101 Ways To Get In Better Shape And Stay That Way
23 total pages.
69. Quality Matters While finding that great bargain on poorly made running or training shoes
may be tempting, it would be far better to put your workout on hold for a
couple of weeks while you save the money needed to purchase a good pair.
That does not mean you have to pay a fortune, but always ensure you are
working out with the proper shoes. Wearing shoes that have a poor design
or poor durability can actually cause injury. 70. Get Ready to Run Before any workout, always warm up.
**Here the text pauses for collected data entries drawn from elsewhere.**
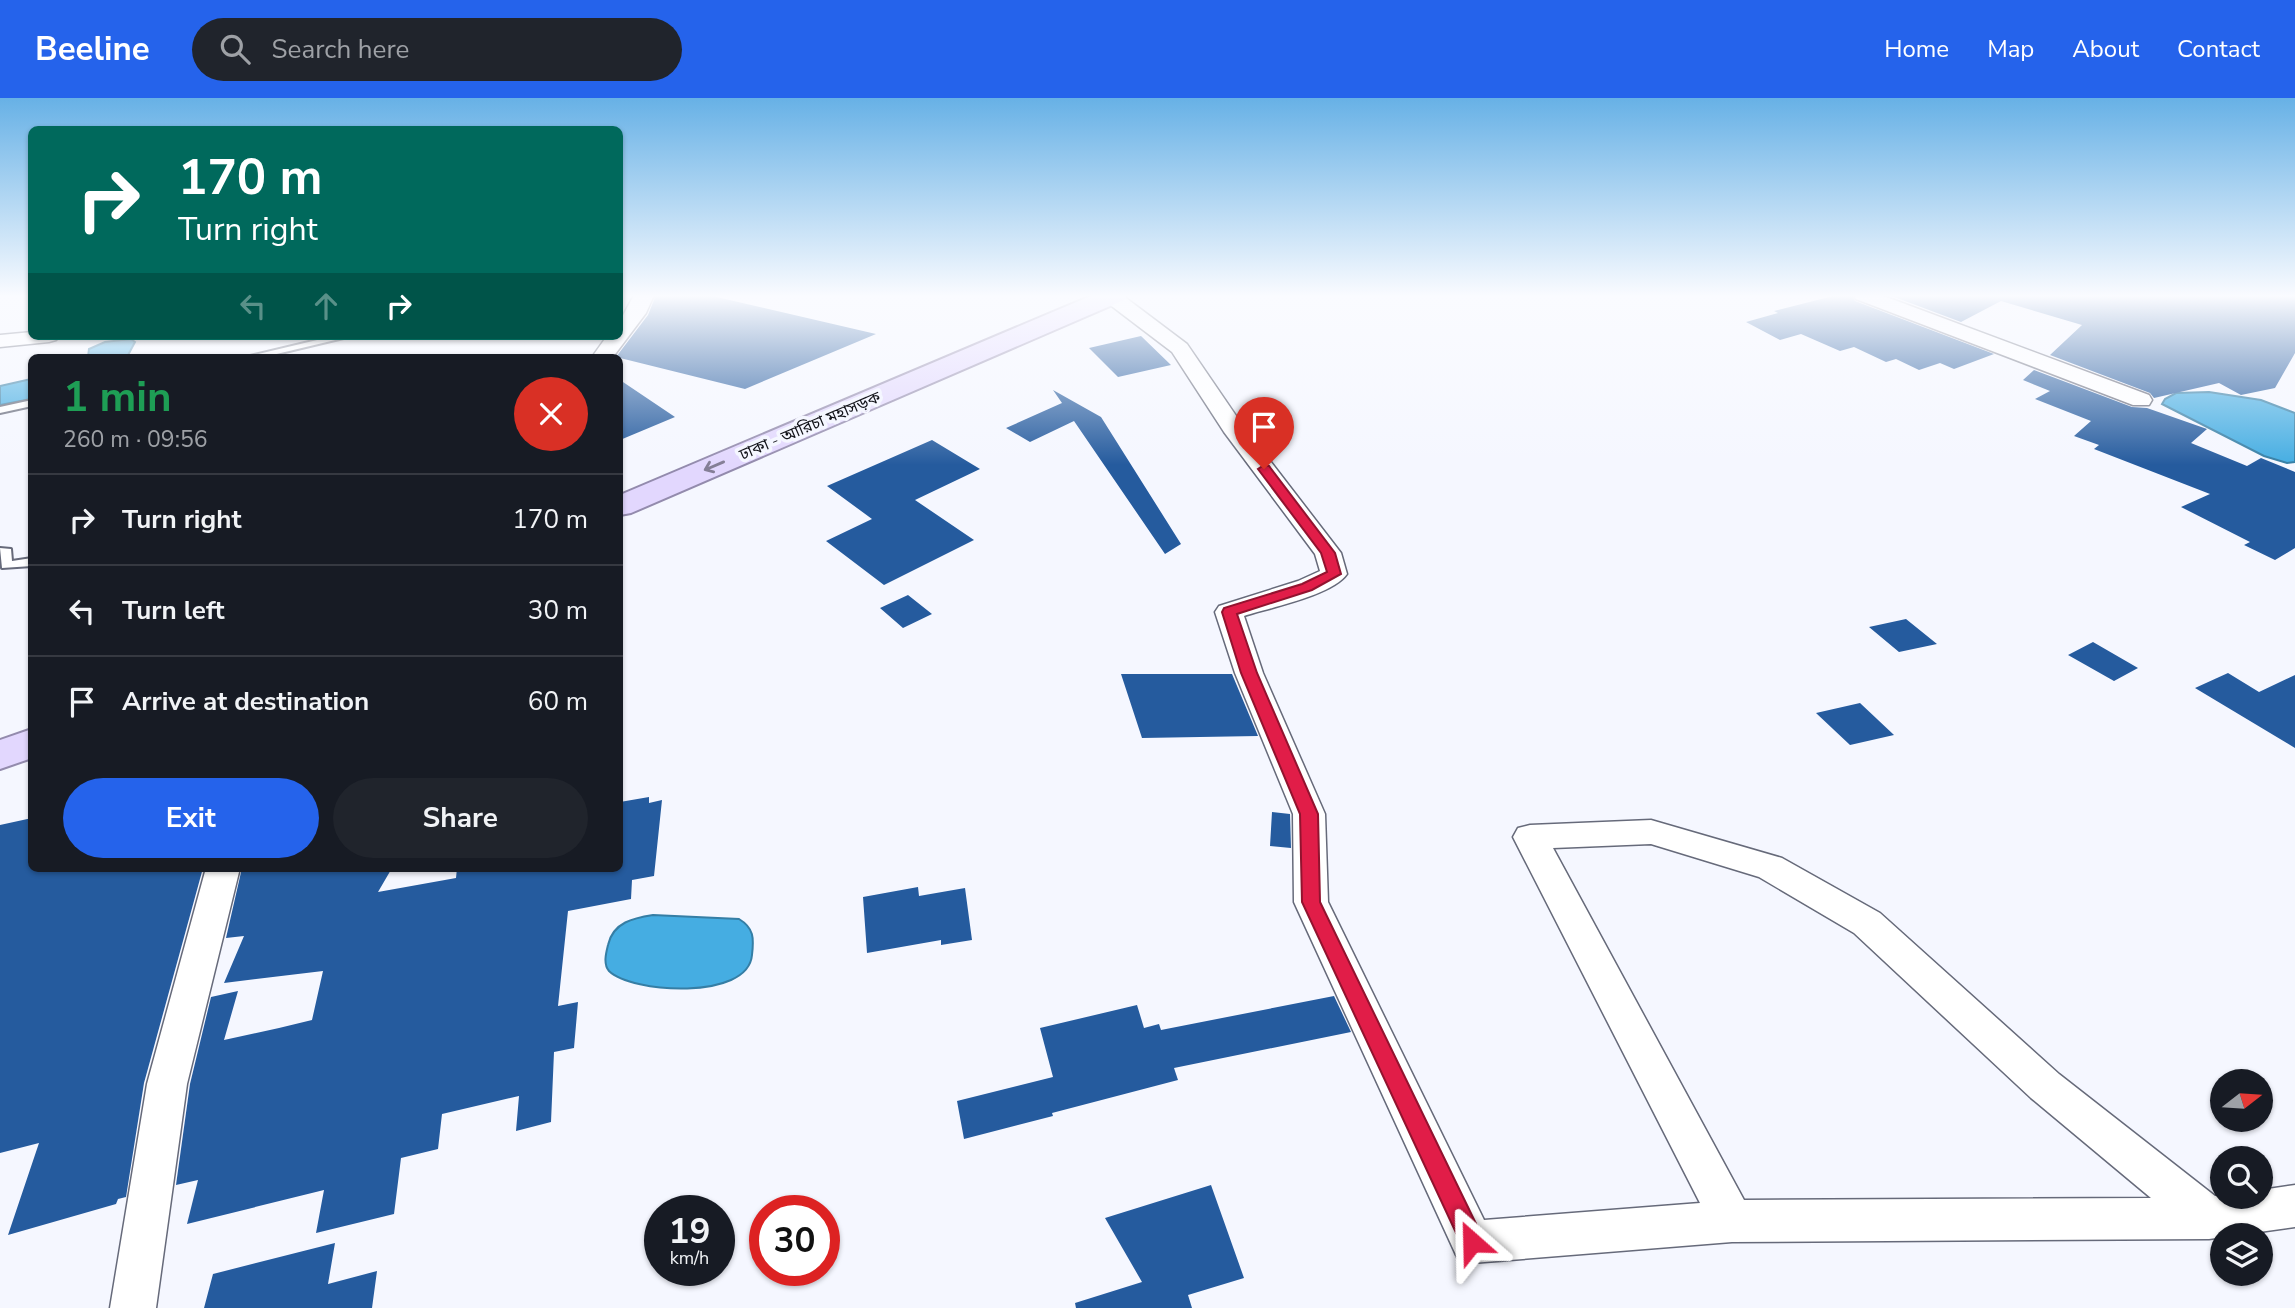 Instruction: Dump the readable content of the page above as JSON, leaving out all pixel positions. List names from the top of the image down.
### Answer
{
  "streets": {
    "highway": ["ঢাকা - আরিচা মহাসড়ক"]
  },
  "north": "right",
  "page": {
    "header": "Beeline",
    "search": "Search here",
    "nav": [
      "Home",
      "Map",
      "About",
      "Contact"
    ],
    "turn": ["170 m", "Turn right"],
    "heading": ["1 min", "260 m · 09:56"],
    "list": [
      {
        "name": "Turn right",
        "value": "170 m"
      },
      {
        "name": "Turn left",
        "value": "30 m"
      },
      {
        "name": "Arrive at destination",
        "value": "60 m"
      }
    ],
    "buttons": ["Exit", "Share"],
    "speed": "19 km/h",
    "limit": "30"
  }
} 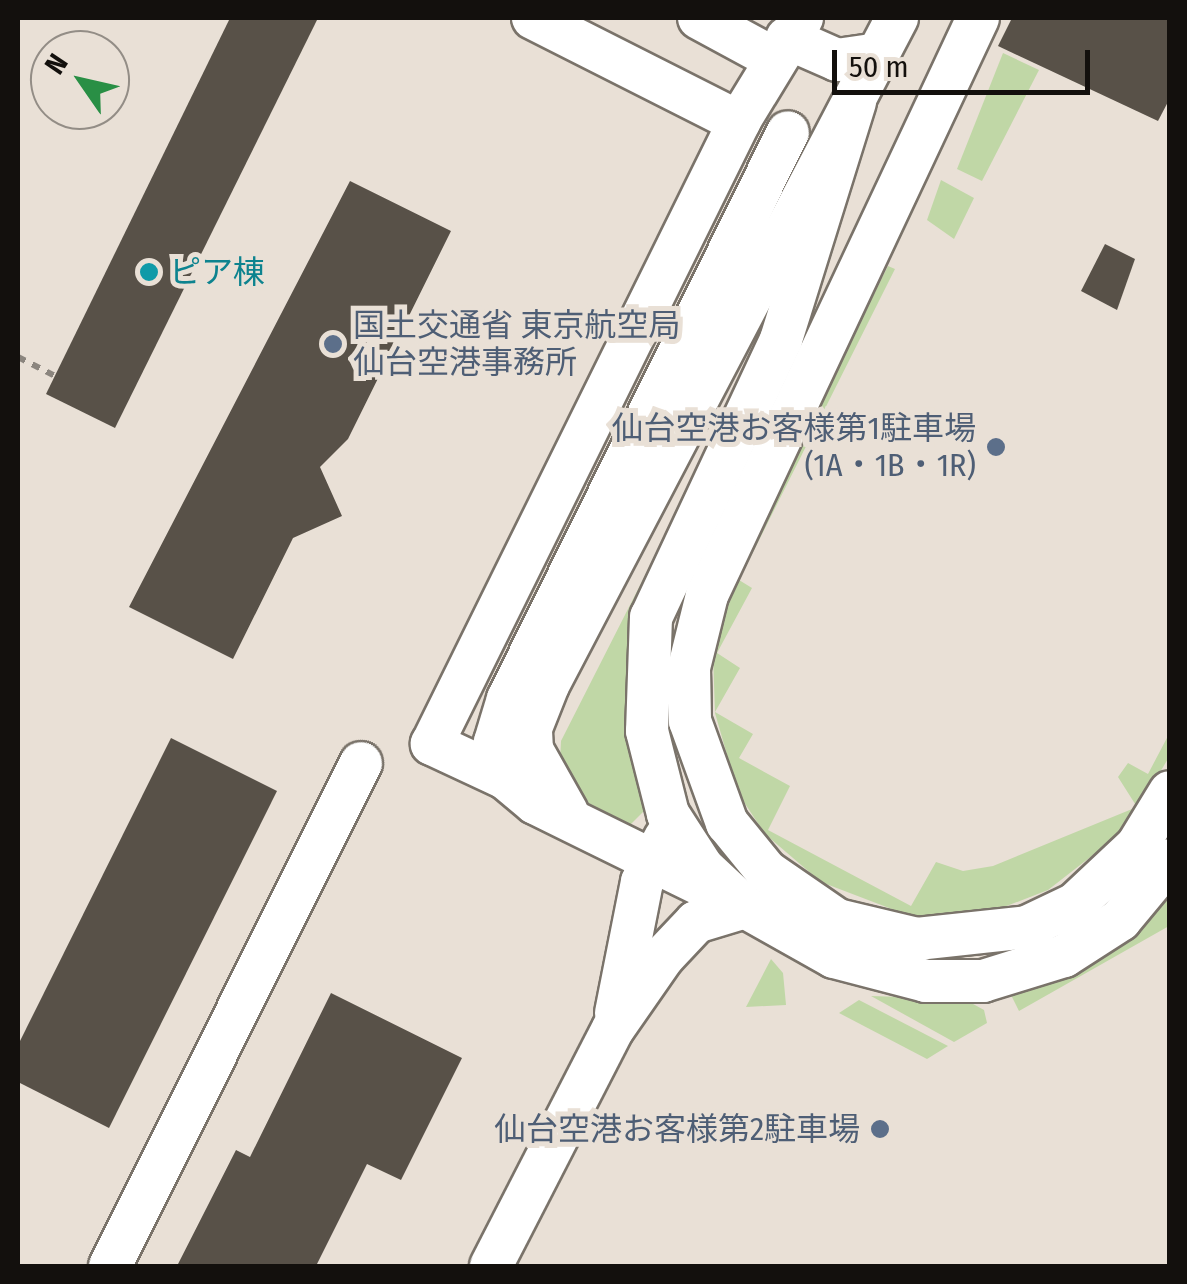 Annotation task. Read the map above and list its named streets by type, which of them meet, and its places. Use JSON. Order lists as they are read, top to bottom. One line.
{"places":["ピア棟","国土交通省 東京航空局 仙台空港事務所","仙台空港お客様第1駐車場 (1A・1B・1R)","仙台空港お客様第2駐車場"],"scale_bar":"50 m","north":"top left"} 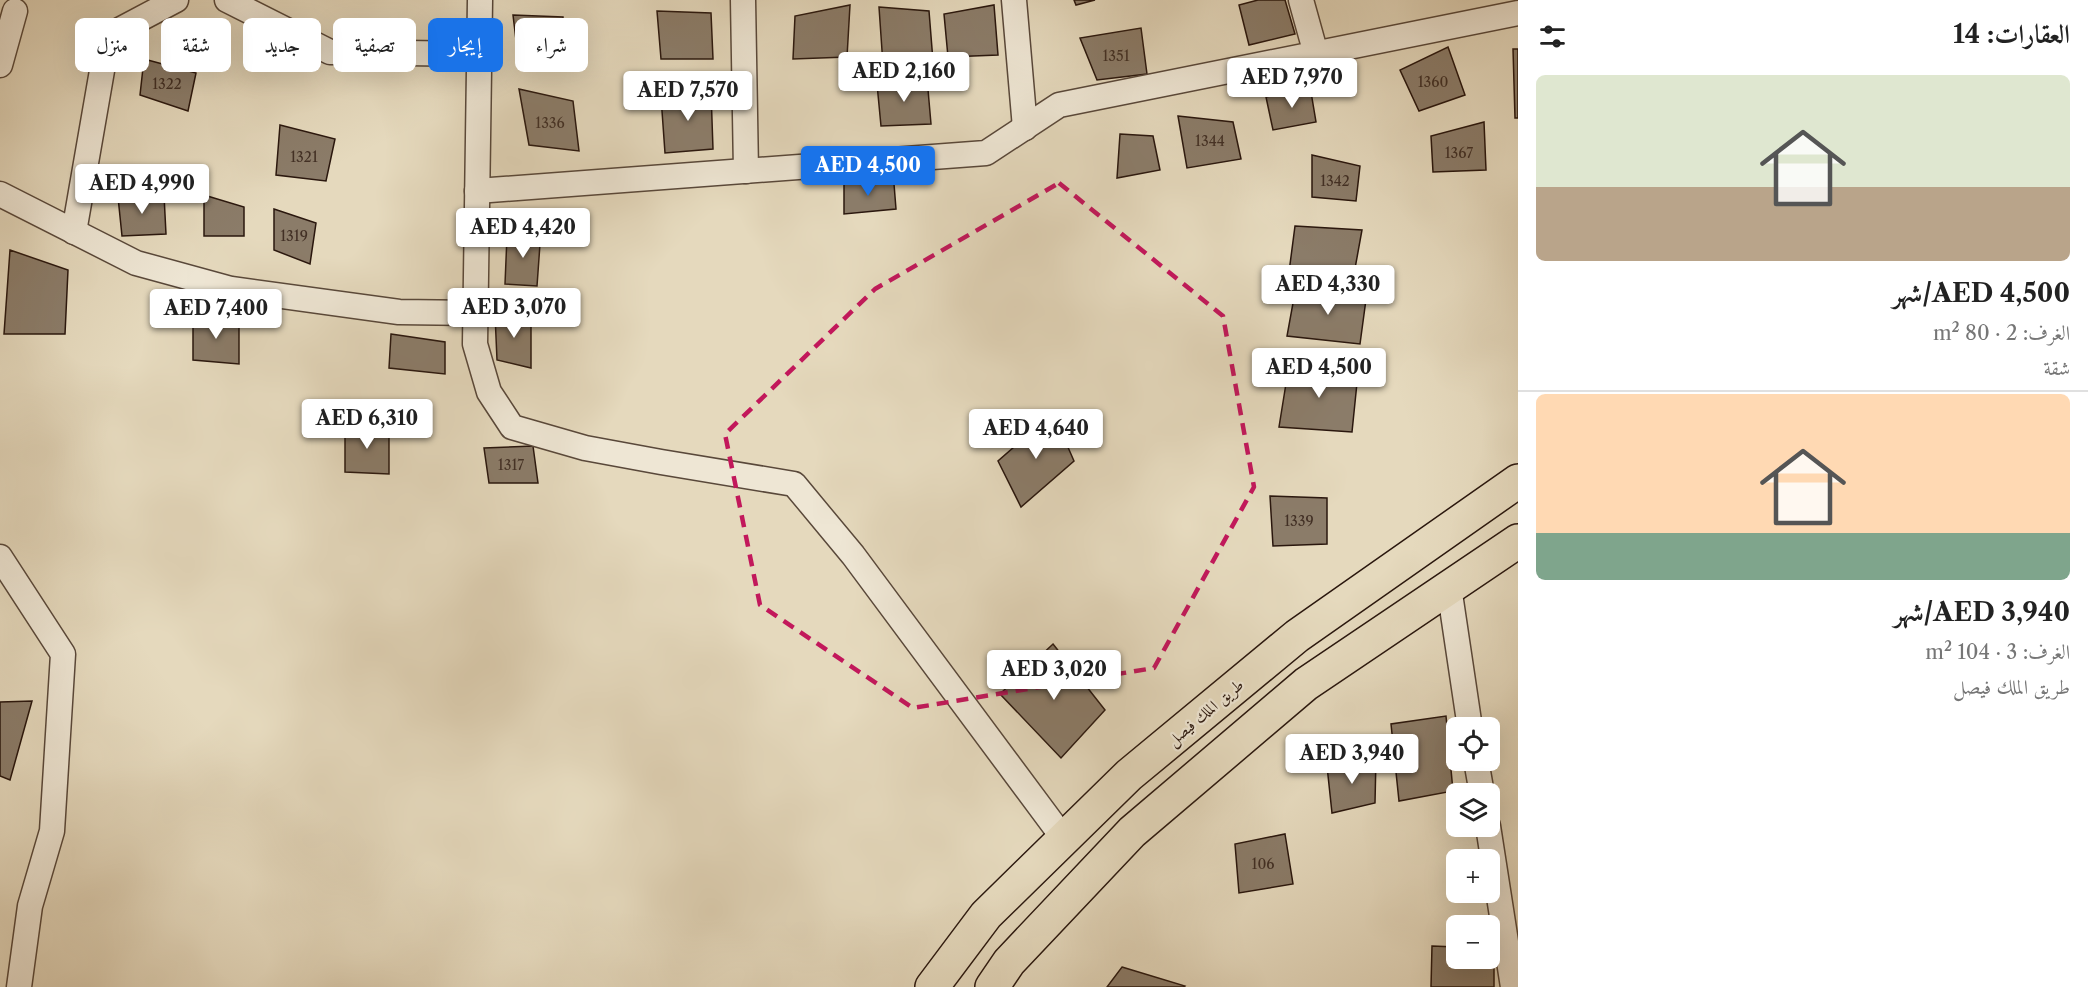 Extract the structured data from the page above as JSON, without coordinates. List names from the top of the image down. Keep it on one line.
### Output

If you are a runner, before you go out
for your actual run, take two to five minutes to jog in place to prepare. You
will find that you have a better run. 71. Increased Protein Many diets of today's society pull you back and forth, one telling you to eat
more protein, and one less. The fact is that if you are not exercising as
much as you used to or if you are exercising heavily, your body could in fact
need more protein than what the RDA recommends. The good balance for
either scenario is 50% to 60% carbohydrates, 20% to 25% protein and 20%
or less of fat. If you stick with this equation, you will benefit. 72. Asthma and Exercise If you have asthma and love to exercise, it is important to keep your inhaler
with you. However, if for some reason you forget, remember that caffeine
can provide temporary relieve of bronchial constriction. If you do not have
asthma but after years of running, you develop breathing problems, you
could be suffering from "Exercise Induced Asthma", which should be
mentioned to your physician. 73. Resistance The next time you work out try adding some resistance to your routine. You
can use special rubber bands or other devices designed specifically as a
way to help you with isometrics, thus get better results. 74. Taking a Break If you are actively involved in a workout regimen but you are getting ready to
go on vacation for two weeks or have an extra heavy workload for your job
over the next couple of weeks, instead of just stopping your routine
completely during that time, just cut back. Even reducing your workout by
50% will give you the break you need but also make it much easier to get
back to full speed than if you just stopped altogether.